There’s this phrase used by some technologists: ‘epistemic security’. Epistemic security has to do with things like the spreading of misinformation on social media. I.e. if we spend enough time on social media reading unreliable information, how does that influence us? That’s a matter of epistemic security. Epistemic security is interesting because if you start a conversation about epistemic security at a party, they don’t invite you back.
Publishing is a simple process in principle.
So peer-review is an epistemic security system. Peer-review stops bad papers getting through — and, therefore, stops bad information getting into our brains. But, there’s a problem. Peer-review isn’t perfect and it was never intended to be. Security systems have holes… like Swiss cheese.
I used to edit journals and I always wanted to get the best referees on every paper. But the reality is that sometimes you need to hold the best reviewers in reserve so that they are available when needed. You also need to give inexperienced reviewers the opportunity to learn and that means accepting that the best standard of review isn’t always possible.
The Papermill Alarm is an early-warning system which alerts you to papers with signs of papermilling. It helps to fill-in those holes. When an editor sees an alert, they know this is one of those times when they need to call on their best reviewers. It’s an easy decision to make as an editor and it turns out that it’s an easy solution to the problem, too.
We don’t actually prescribe how editors use the output from the Papermill Alarm, but one thing we’ve learned: peer-review is effective against papermills. So applying the best standard of peer-review is an effective control.
- I’m yet to see a situation where the rejection rate for papers which receive ‘red’ alerts on a journal isn’t significantly higher than the rejection rate for other papers.
- We know that papermills often try to manipulate the peer-review process (or circumvent it entirely — e.g. by abusing special issue programmes). They wouldn’t do that if peer-review wasn’t a problem for them.

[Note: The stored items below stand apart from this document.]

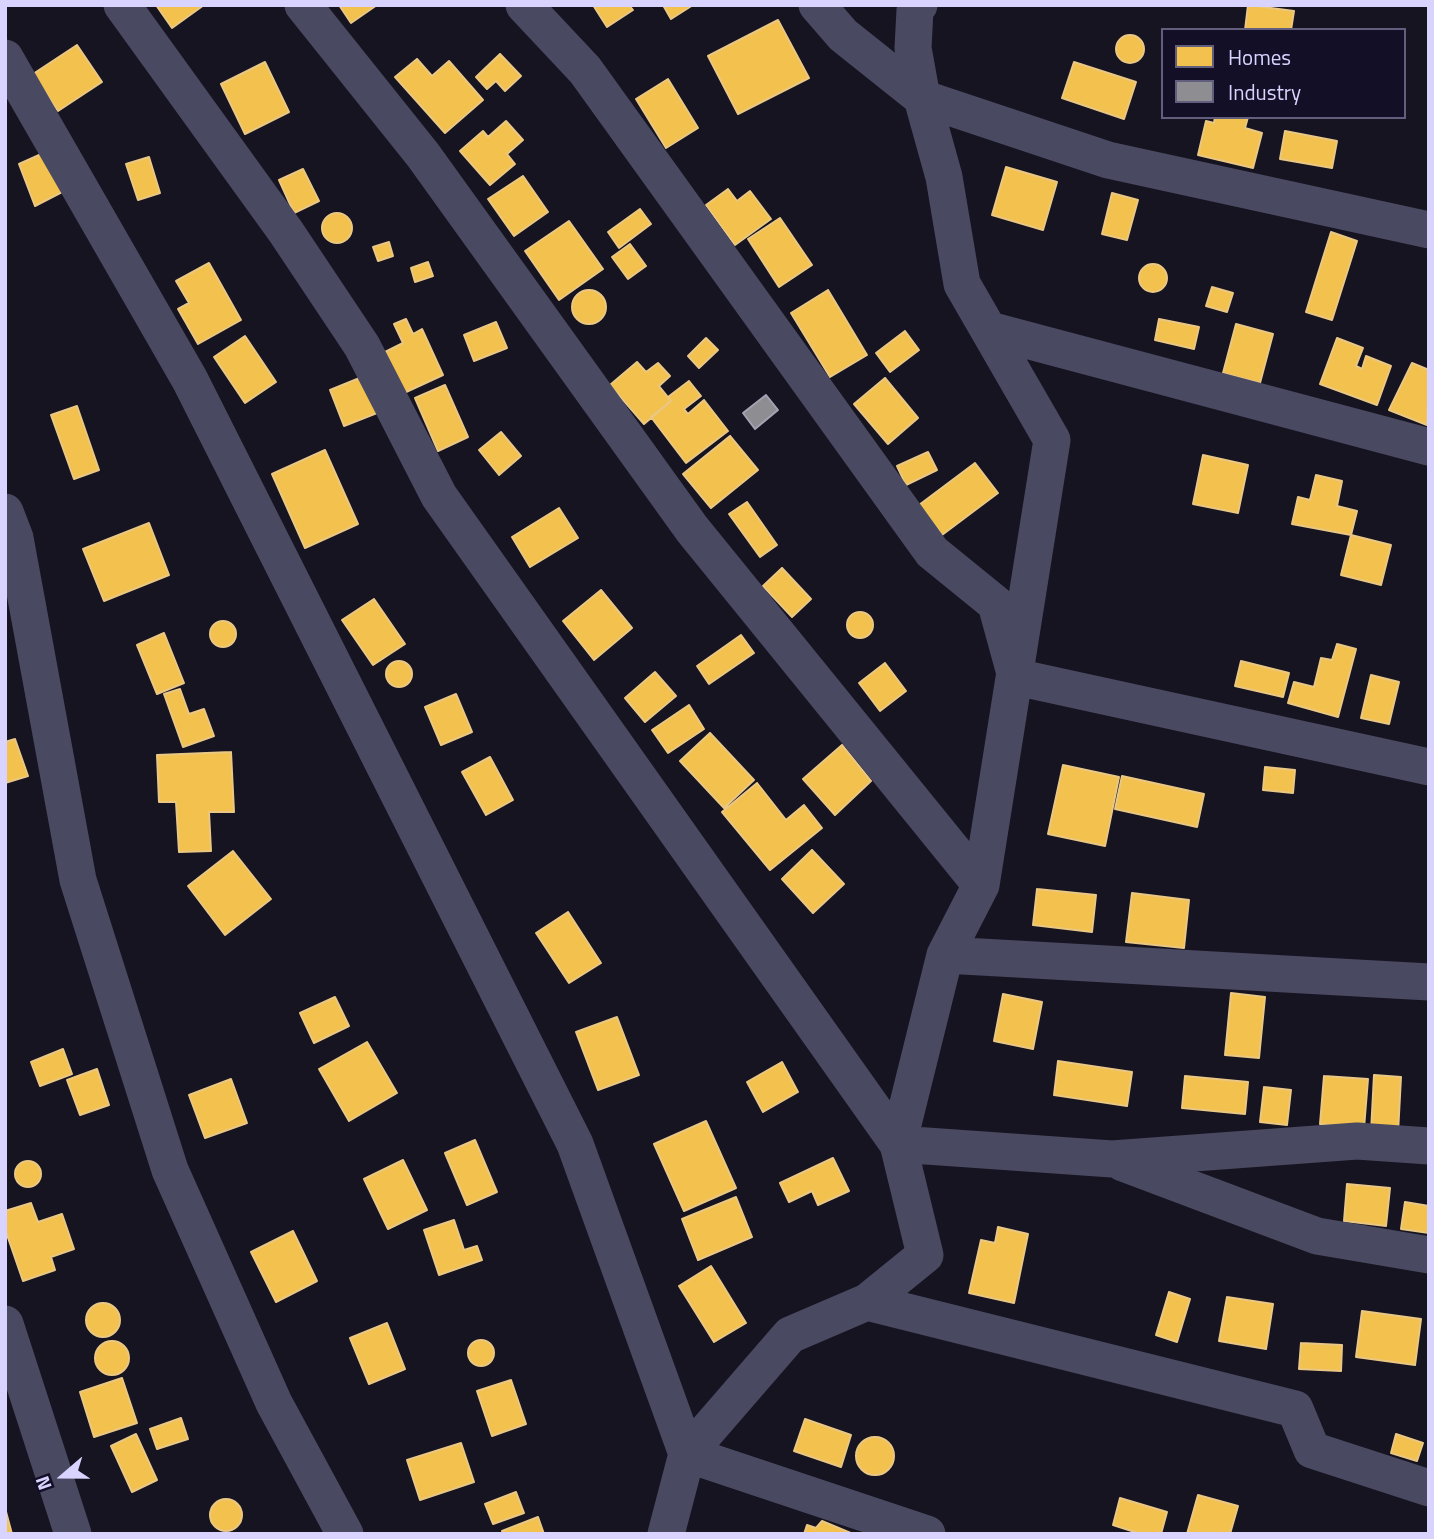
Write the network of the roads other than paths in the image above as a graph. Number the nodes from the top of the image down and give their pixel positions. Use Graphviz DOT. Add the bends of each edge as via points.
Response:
graph roads {
  1 [pos="122,5"];
  2 [pos="303,5"];
  3 [pos="524,5"];
  4 [pos="817,5"];
  5 [pos="919,5"];
  6 [pos="5,58"];
  7 [pos="922,99"];
  8 [pos="1429,230"];
  9 [pos="989,330"];
  10 [pos="1429,447"];
  11 [pos="5,512"];
  12 [pos="1017,677"];
  13 [pos="1429,768"];
  14 [pos="981,885"];
  15 [pos="944,955"];
  16 [pos="1429,982"];
  17 [pos="898,1144"];
  18 [pos="1429,1146"];
  19 [pos="1112,1159"];
  20 [pos="1429,1255"];
  21 [pos="867,1302"];
  22 [pos="5,1324"];
  23 [pos="687,1454"];
  24 [pos="1429,1488"];
  25 [pos="73,1534"];
  26 [pos="345,1534"];
  27 [pos="666,1534"];
  28 [pos="927,1534"];
  1 -- 17 [label="street" via="362,346 439,496"];
  2 -- 14 [label="street" via="423,155 692,529"];
  3 -- 12 [label="street" via="585,70 932,552 996,604"];
  4 -- 7 [label="street" via="843,36"];
  5 -- 7 [label="street" via="913,48"];
  6 -- 23 [label="street" via="190,380 576,1144"];
  7 -- 8 [label="street" via="1108,160"];
  7 -- 9 [label="street" via="944,177 962,284"];
  9 -- 10 [label="street"];
  9 -- 12 [label="street" via="1052,440"];
  11 -- 26 [label="street" via="15,538 78,880 170,1170 274,1403"];
  12 -- 13 [label="street"];
  12 -- 14 [label="street"];
  14 -- 15 [label="street"];
  15 -- 16 [label="street"];
  15 -- 17 [label="street"];
  17 -- 19 [label="street"];
  17 -- 21 [label="street" via="925,1255"];
  18 -- 19 [label="street" via="1357,1141"];
  19 -- 20 [label="street" via="1317,1236"];
  21 -- 23 [label="street" via="790,1335"];
  21 -- 24 [label="street" via="1295,1409 1312,1450"];
  22 -- 25 [label="street"];
  23 -- 27 [label="street"];
  23 -- 28 [label="street"];
}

That’s nice, isn’t it? It turns out that the thing we have always been good at — peer-review — is already the best tool for the job. The Papermill Alarm raises the alarm so that editors know when to take care.
So that’s why we recommend using peer-review to control the problem. But it’s up to you how you use these insights. There might be a couple of things to think about here…
Detect and Respond
I like this quote from Bruce Schneier. It’s about dealing with novel computer hacks. But it applies to novel research fraud, too.
“You can’t prevent. You can’t defend. All you can do is detect and respond”
It sounds defeatist at first, doesn’t it? But I don’t read it that way: it makes the road forward clear and the nice thing is that we can already do the detection part.
Data science is the process of extracting value from data. With the Papermill Alarm, we’ve been very lucky to have not only high quality public datasets to start off with like Crossref, PubMed and OpenAlex, but also to have received data from publishers which describes the problem uniquely from multiple perspectives. It’s been said before, but the key to solving this problem is cooperation and it’s by working together that we’ve been able to build this unique data resource.
When it comes to papermills, the ‘hack’ isn’t novel any more. We can detect the overwhelming majority of problem papers before peer-review. Furthermore, using new methods, we can identify the individuals running the mills as well.
So detection is done. The question now is, given this rare opportunity, what is the best way to respond?
Testing the tools
Recently, I made an estimate for the global rate of papermilling (reported in Nature News by Richard Van Noorden).
I did the work back in April 2023 using one of our analytics pipelines.
I already had some good validation of the method at that time, such as the Chinese Academy of Sciences Early Warning Lists. The ‘red’ alerts are engineered to have zero (or near-zero) false positives in testing. However, test data isn’t the same as real-world data, so we needed to confirm it was performing well in the wild.
What we are seeing here is a trend in which particular template titles and abstracts appear in the literature. We know that the same templates are used by papermills and how to characterise them.
I spent much of the last year combing through the predictions from this method. What I found was that I would see dozens of journals with no alerts at all, and then I would see one journal with dozens or even hundreds of alerts.
It appeared that these rare journals had been targeted and so I spot-checked them by picking out individual papers and manually looking for problems. Once the spot check had confirmed that the false-positive rate was low, I would move on to the next journal.
While this was happening, I would report the findings to publishers. That led to some very useful feedback. Sometimes the journals were already under investigation and we even predicted a few mass-retractions that way.
I’d also like to acknowledge valuable feedback gratefully received from a community of sleuths throughout this process including Guillaume Cabanac, Cyril Labbé, Alexander Magazinov, Elisabeth Bik, Smut Clyde, Fidelia, Sholto David, Kaveh Bazargan, Cheshire.
At the journal level, when the alert-rate is high, we always find something.
There was another thing that was important here. Some publishers had almost no signal at all. I’d talk to them and they would tell me that they didn’t get papermills submitting because they were tough on peer-review and they thought that tough peer-review put the mills off. (And, as I said above, our data analysis on peer-review seems to confirm that they were right.)
So we know the false-positive rate is low. The chart above gives us 1.7–1.8%, but we have some potential for overestimation (e.g. there is a small amount of missing data which we can’t see). So I’m comfortable saying that I think 1.5% is a good rough lower-bound for the rate of papermilling in 2022.
Most of our methods are intended to be run at the article-level. So for the estimate, I just used one method that I knew would work at scale.
At this point, there’s certainly scope for someone to do a better estimate. But I don’t think it’s possible that would yield a rate lower than 1.5%.